Apesar dos números sonantes dos primeiros nove meses do ano, a empresa de Bom Kim não está livre de desafios e, em grande medida, tem uma história em bolsa que se assemelha em alguns episódios à própria história da Farfetch.
Após angariar 4,6 mil milhões de dólares no IPO em março de 2021, que tornou a operação da Coupang no maior IPO de uma empresa asiática na bolsa de Nova Iorque após a operação da Alibaba em 2014, as ações da Coupang não têm parado de cair.
Desde 11 março de 2021, quando as ações chegaram a negociar nos 63,5 dólares, que os títulos da retalhista sul coreana acumulam até esta segunda-feira uma desvalorização de 75%, sendo atualmente transacionados por 16,15 dólares. Só na sessão de ontem, como resultado do anúncio da compra da Farfetch, as ações afundaram mais de 5%.
A Farfetch também teve um início de vida em bolsa bastante auspicioso, angariando quase 900 milhões de euros com o IPO em setembro de 2018, e com as ações a dispararem 43% logo no primeiro dia de negociação. No entanto, menos de um ano depois, as ações da Farfetch negociavam a metade do preço do IPO, como resultado dos elevados prejuízos da operação e de dúvidas sobre a aquisição da New Guards.
Depois disso, as ações recuperaram e até chegaram a negociar acima dos 70 dólares em fevereiro de 2021, mas depois foi sempre a cair, terminando na sexta-feira a cotar nos 0,64 dólares, que se traduzirá num valor nulo na carteira dos seus acionistas com a operação de compra pela Coupang.

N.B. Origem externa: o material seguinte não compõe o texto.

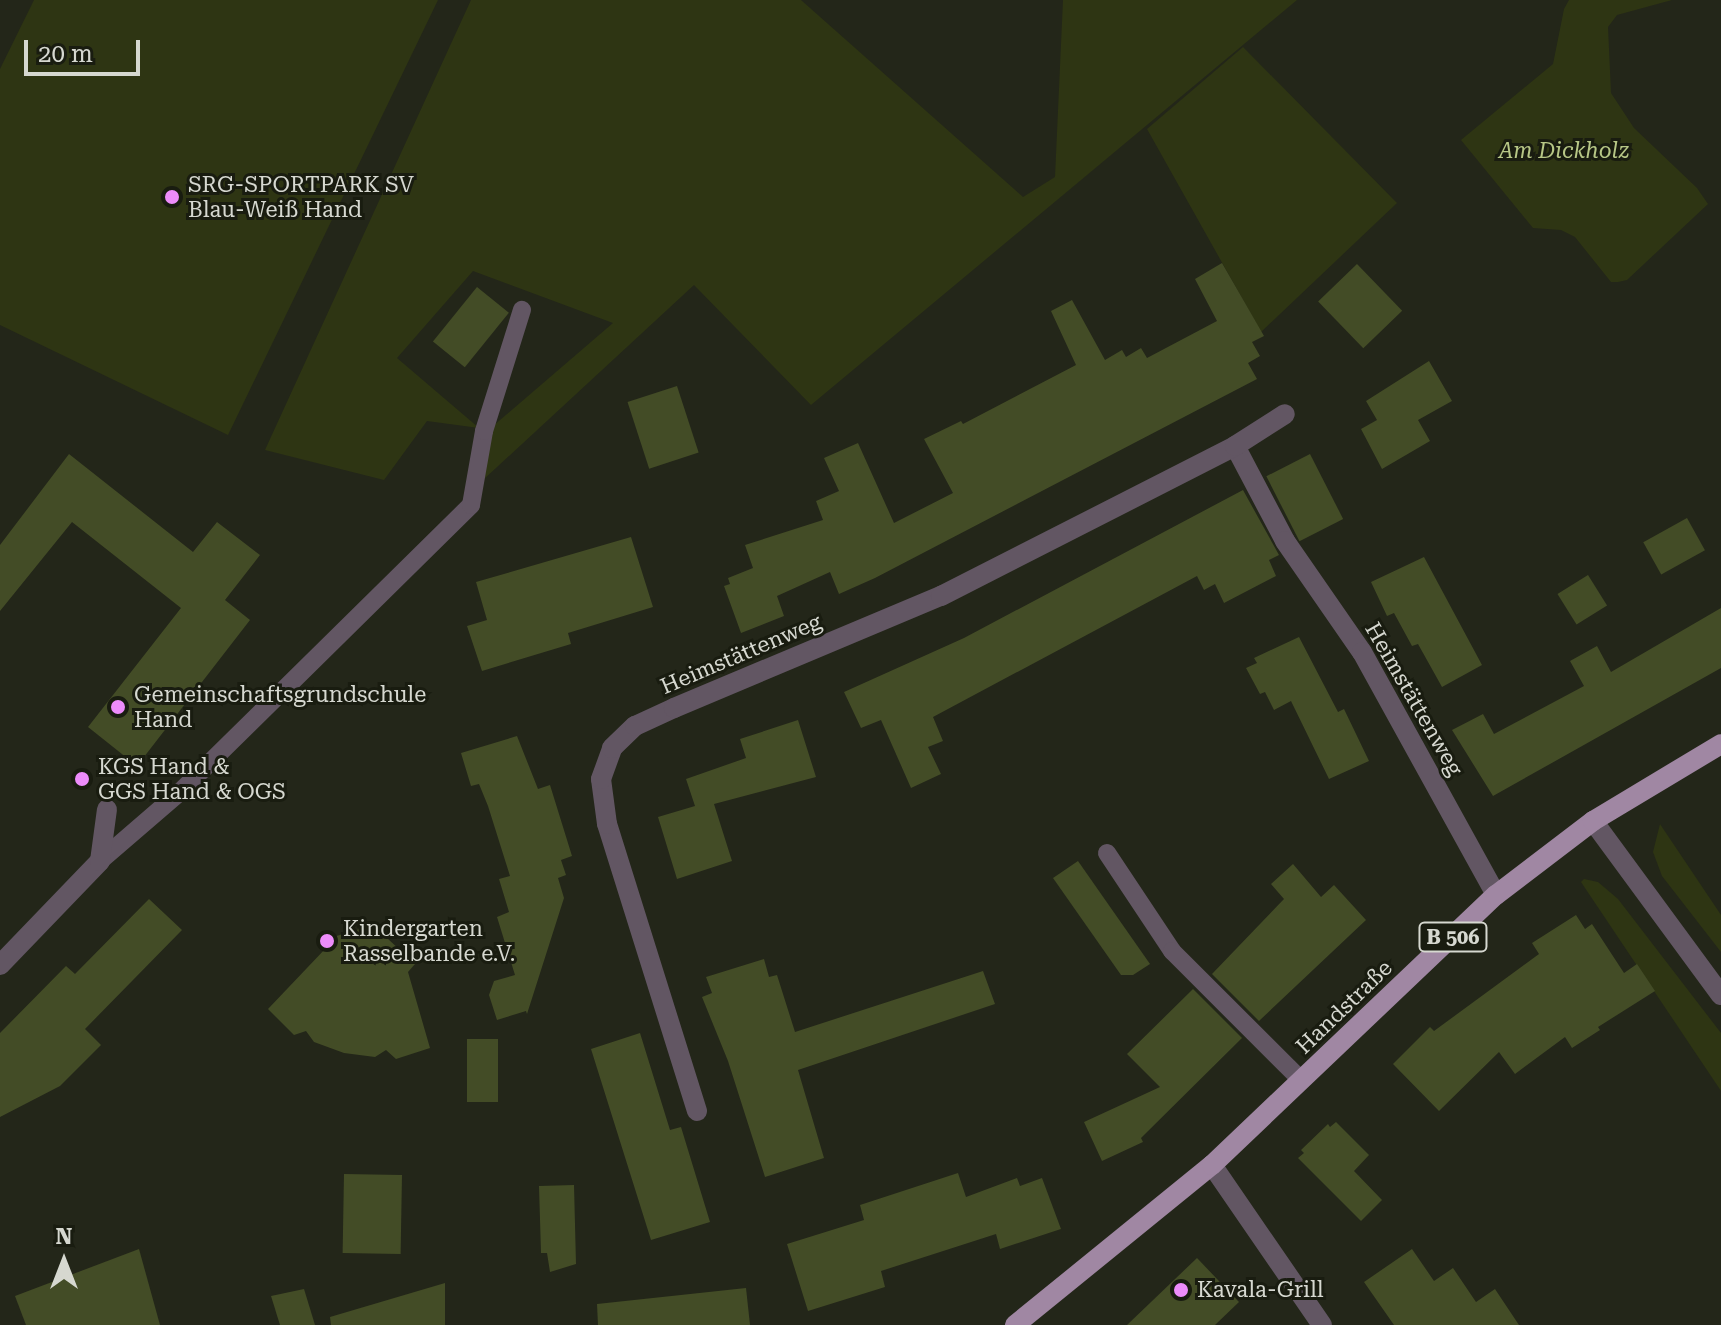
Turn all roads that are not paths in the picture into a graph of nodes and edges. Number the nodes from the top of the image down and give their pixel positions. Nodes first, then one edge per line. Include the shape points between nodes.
1 (522, 310) dead end
2 (1285, 414) dead end
3 (1235, 446) junction
4 (1721, 744) edge
5 (107, 809) dead end
6 (1593, 821) junction
7 (1107, 853) dead end
8 (100, 861) junction
9 (1496, 895) junction
10 (0, 965) edge
11 (1721, 995) edge
12 (1301, 1080) junction
13 (697, 1111) dead end
14 (1212, 1165) junction
15 (1015, 1325) edge
16 (1322, 1325) edge

1 - 8 lane via 484,431 471,505 192,780
2 - 3 street, Heimstättenweg
3 - 9 street, Heimstättenweg via 1285,541 1362,652
3 - 13 street, Heimstättenweg via 941,596 635,726 612,748 601,779 607,824
4 - 6 main road, Handstraße / B 506
5 - 8 street
6 - 9 main road, Handstraße / B 506
6 - 11 street
7 - 12 lane via 1172,951
8 - 10 street
9 - 12 main road, Handstraße / B 506
12 - 14 main road, Handstraße / B 506
14 - 15 main road, Handstraße / B 506
14 - 16 street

Sinergias existentes entre a Farfetch e a Coupang
Pouco se conhece sobre os planos da Coupang para a Farfetch, mas será difícil não considerar uma continuação do processo de reestruturação do grupo, que só este ano até agosto contava já com a redução de 800 pontos de trabalho (cerca de 11% dos seus funcionários) e com o encerramento da sua divisão de beleza, que até então somava apenas dois anos e avultados investimentos realizados.

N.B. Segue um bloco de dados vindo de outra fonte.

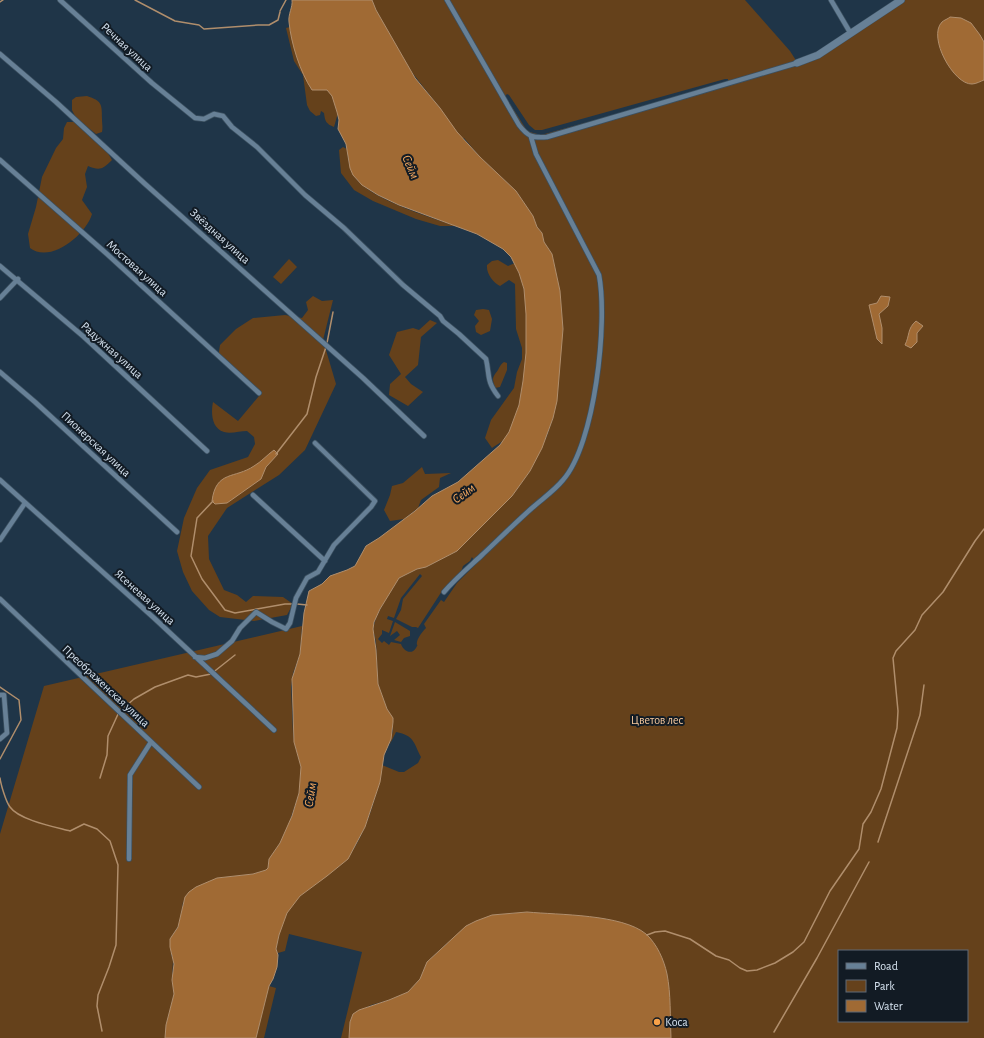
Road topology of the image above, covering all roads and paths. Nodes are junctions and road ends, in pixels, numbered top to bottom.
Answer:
1 (60, 0) edge
2 (447, 0) edge
3 (831, 0) edge
4 (901, 0) edge
5 (851, 34) junction
6 (0, 54) edge
7 (797, 62) joint
8 (531, 137) junction
9 (0, 160) edge
10 (0, 266) edge
11 (18, 280) junction
12 (0, 298) edge
13 (0, 372) edge
14 (259, 392) dead end
15 (498, 396) dead end
16 (424, 436) dead end
17 (315, 443) dead end
18 (207, 451) dead end
19 (0, 480) edge
20 (253, 495) dead end
21 (26, 503) junction
22 (177, 532) dead end
23 (0, 540) edge
24 (324, 561) junction
25 (444, 592) dead end
26 (0, 599) edge
27 (195, 657) junction
28 (0, 695) edge
29 (274, 730) dead end
30 (0, 739) edge
31 (151, 742) junction
32 (199, 787) dead end
33 (129, 859) dead end

1 - 15 street, Речная улица
2 - 8 street
3 - 5 street
4 - 5 street
5 - 7 street
6 - 16 street, Звёздная улица
7 - 8 street
8 - 25 street
9 - 14 street, Мостовая улица
10 - 11 street, Радужная улица
11 - 12 street
11 - 18 street, Радужная улица
13 - 22 street, Пионерская улица
17 - 24 street
19 - 21 street, Ясеневая улица
20 - 24 street
21 - 23 street
21 - 27 street, Ясеневая улица
24 - 27 street
26 - 31 street, Преображенская улица
27 - 29 street, Ясеневая улица
28 - 30 street
31 - 32 street, Преображенская улица
31 - 33 street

Se no plano da remodelação do negócio as notícias não prometem ser positivas, há uma série de sinergias entre as duas empresas que se vislumbram no horizonte, que se destacam em áreas como expansão de mercado, tecnologia, logística e experiência do cliente.
- Expansão de mercado: A forte presença da Coupanga no continente asiático, especialmente na Coreia do Sul, pode oferecer à Farfetch acesso a um novo mercado de consumidores de luxo. A Coreia do Sul é conhecida pelos elevados níveis de gasto per capita em bens de luxo. Isso pode ajudar a Farfetch a expandir a sua base de clientes e aumentar as vendas. A colaboração entre as duas empresas pode também abrir oportunidades para campanhas de marketing cruzado, aproveitando as vantagens de ambas as operações para promover produtos e serviços de luxo em diferentes regiões e segmentos de consumidores.

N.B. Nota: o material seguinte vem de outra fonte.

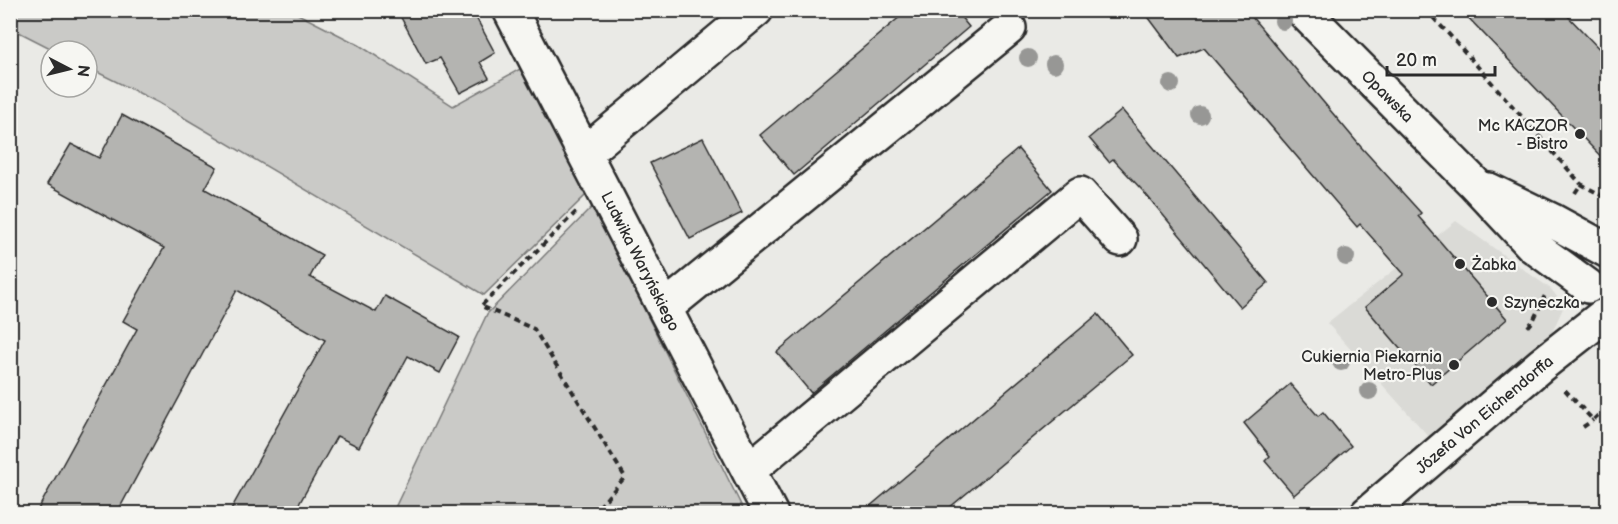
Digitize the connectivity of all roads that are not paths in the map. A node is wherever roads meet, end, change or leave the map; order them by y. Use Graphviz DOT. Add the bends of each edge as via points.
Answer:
graph roads {
  1 [pos="510,10"];
  2 [pos="756,10"];
  3 [pos="1302,10"];
  4 [pos="1009,28"];
  5 [pos="585,153"];
  6 [pos="1473,182"];
  7 [pos="1120,239"];
  8 [pos="1608,251"];
  9 [pos="1608,257"];
  10 [pos="1588,286"];
  11 [pos="665,308"];
  12 [pos="1605,319"];
  13 [pos="749,470"];
  14 [pos="771,513"];
  15 [pos="1368,513"];
  1 -- 5 [label="street, Ludwika Waryńskiego"];
  2 -- 5 [label="street"];
  3 -- 6 [label="street, Opawska"];
  4 -- 11 [label="street"];
  5 -- 11 [label="street, Ludwika Waryńskiego"];
  6 -- 8 [label="street, Opawska"];
  6 -- 10 [label="street, Opawska" via="1533,246"];
  7 -- 13 [label="street" via="1080,194"];
  9 -- 10 [label="street" via="1592,268"];
  10 -- 12 [label="street" via="1590,301"];
  11 -- 13 [label="street, Ludwika Waryńskiego"];
  12 -- 15 [label="street, Józefa Von Eichendorffa" via="1541,365"];
  13 -- 14 [label="street, Ludwika Waryńskiego"];
}
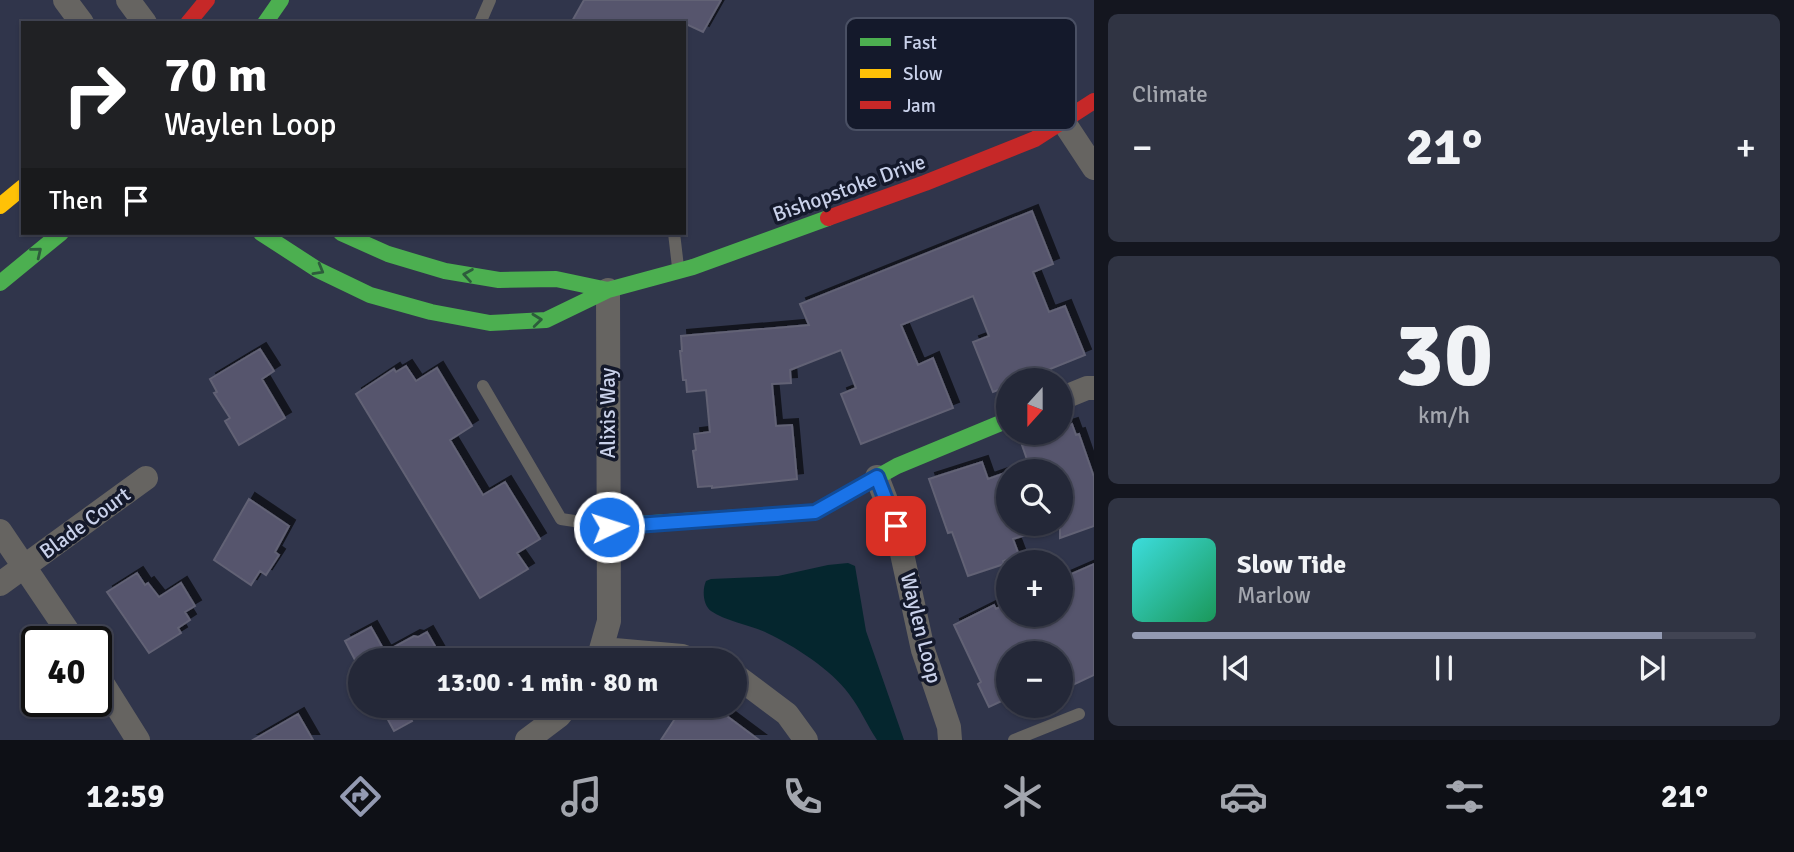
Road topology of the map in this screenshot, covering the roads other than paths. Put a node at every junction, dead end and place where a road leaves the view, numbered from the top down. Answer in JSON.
{"nodes":[{"id":1,"x":65,"y":0,"type":"edge"},
{"id":2,"x":128,"y":0,"type":"edge"},
{"id":3,"x":207,"y":0,"type":"edge"},
{"id":4,"x":282,"y":0,"type":"edge"},
{"id":5,"x":490,"y":0,"type":"edge"},
{"id":6,"x":81,"y":21,"type":"edge"},
{"id":7,"x":144,"y":21,"type":"edge"},
{"id":8,"x":190,"y":21,"type":"edge"},
{"id":9,"x":266,"y":21,"type":"edge"},
{"id":10,"x":481,"y":21,"type":"edge"},
{"id":11,"x":1094,"y":101,"type":"edge"},
{"id":12,"x":1076,"y":113,"type":"edge"},
{"id":13,"x":1049,"y":130,"type":"edge"},
{"id":14,"x":1069,"y":130,"type":"edge"},
{"id":15,"x":1094,"y":168,"type":"edge"},
{"id":16,"x":21,"y":189,"type":"edge"},
{"id":17,"x":0,"y":206,"type":"edge"},
{"id":18,"x":59,"y":235,"type":"edge"},
{"id":19,"x":264,"y":235,"type":"edge"},
{"id":20,"x":345,"y":235,"type":"edge"},
{"id":21,"x":674,"y":235,"type":"edge"},
{"id":22,"x":678,"y":271,"type":"junction"},
{"id":23,"x":0,"y":283,"type":"edge"},
{"id":24,"x":608,"y":290,"type":"junction"},
{"id":25,"x":483,"y":386,"type":"dead end"},
{"id":26,"x":1094,"y":388,"type":"edge"},
{"id":27,"x":1073,"y":394,"type":"edge"},
{"id":28,"x":996,"y":425,"type":"edge"},
{"id":29,"x":877,"y":477,"type":"junction"},
{"id":30,"x":146,"y":478,"type":"dead end"},
{"id":31,"x":609,"y":527,"type":"junction"},
{"id":32,"x":0,"y":531,"type":"edge"},
{"id":33,"x":24,"y":567,"type":"junction"},
{"id":34,"x":0,"y":584,"type":"edge"},
{"id":35,"x":64,"y":626,"type":"edge"},
{"id":36,"x":602,"y":648,"type":"edge"},
{"id":37,"x":747,"y":684,"type":"edge"},
{"id":38,"x":112,"y":699,"type":"edge"},
{"id":39,"x":1079,"y":713,"type":"dead end"},
{"id":40,"x":556,"y":718,"type":"edge"},
{"id":41,"x":138,"y":740,"type":"edge"},
{"id":42,"x":527,"y":740,"type":"edge"},
{"id":43,"x":806,"y":740,"type":"edge"},
{"id":44,"x":950,"y":740,"type":"edge"},
{"id":45,"x":1014,"y":740,"type":"edge"}],
"edges":[{"from":1,"to":6,"type":"street"},
{"from":2,"to":7,"type":"street"},
{"from":3,"to":8,"type":"street"},
{"from":4,"to":9,"type":"street"},
{"from":5,"to":10,"type":"lane"},
{"from":11,"to":12,"type":"street","name":"Bishopstoke Drive"},
{"from":13,"to":22,"type":"street","name":"Bishopstoke Drive"},
{"from":14,"to":15,"type":"street"},
{"from":16,"to":17,"type":"street"},
{"from":23,"to":18,"type":"street","one_way":true},
{"from":19,"to":24,"type":"street","name":"Bishopstoke Drive","one_way":true},
{"from":24,"to":20,"type":"street","name":"Bishopstoke Drive","one_way":true},
{"from":21,"to":22,"type":"lane"},
{"from":22,"to":24,"type":"street","name":"Bishopstoke Drive"},
{"from":24,"to":31,"type":"street","name":"Alixis Way"},
{"from":25,"to":31,"type":"lane"},
{"from":26,"to":27,"type":"street"},
{"from":28,"to":29,"type":"street"},
{"from":29,"to":31,"type":"street"},
{"from":29,"to":44,"type":"street","name":"Waylen Loop"},
{"from":30,"to":33,"type":"street","name":"Blade Court"},
{"from":31,"to":36,"type":"street","name":"Alixis Way"},
{"from":32,"to":33,"type":"street"},
{"from":33,"to":34,"type":"street","name":"Blade Court"},
{"from":33,"to":35,"type":"street"},
{"from":37,"to":43,"type":"street"},
{"from":38,"to":41,"type":"street"},
{"from":39,"to":45,"type":"lane"},
{"from":40,"to":42,"type":"street"}]}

- Melhoria dos processos de logística: A empresa sul-coreana é reconhecida pela eficiência das suas operações de logística e pela capacidade de entrega rápida. A integração com a Farfetch pode melhorar significativamente todos os processos de entrega e de logística dos produtos de luxo da Farfetch, proporcionando uma vantagem competitiva em termos de satisfação do cliente.
- Tecnologia e inovação: A Coupang tem investido muito em tecnologia para otimizar as suas operações de comércio eletrónico. Essa expertise tecnológica deverá ser transferida para a Farfetch, ajudando a plataforma a melhorar a sua infraestrutura de e-commerce, tanto ao nível da experiência dos utilizadores como ao nível da análise de dados. Além disso, a combinação das duas empresas pode criar uma plataforma de e-commerce ainda mais poderosa e abrangente.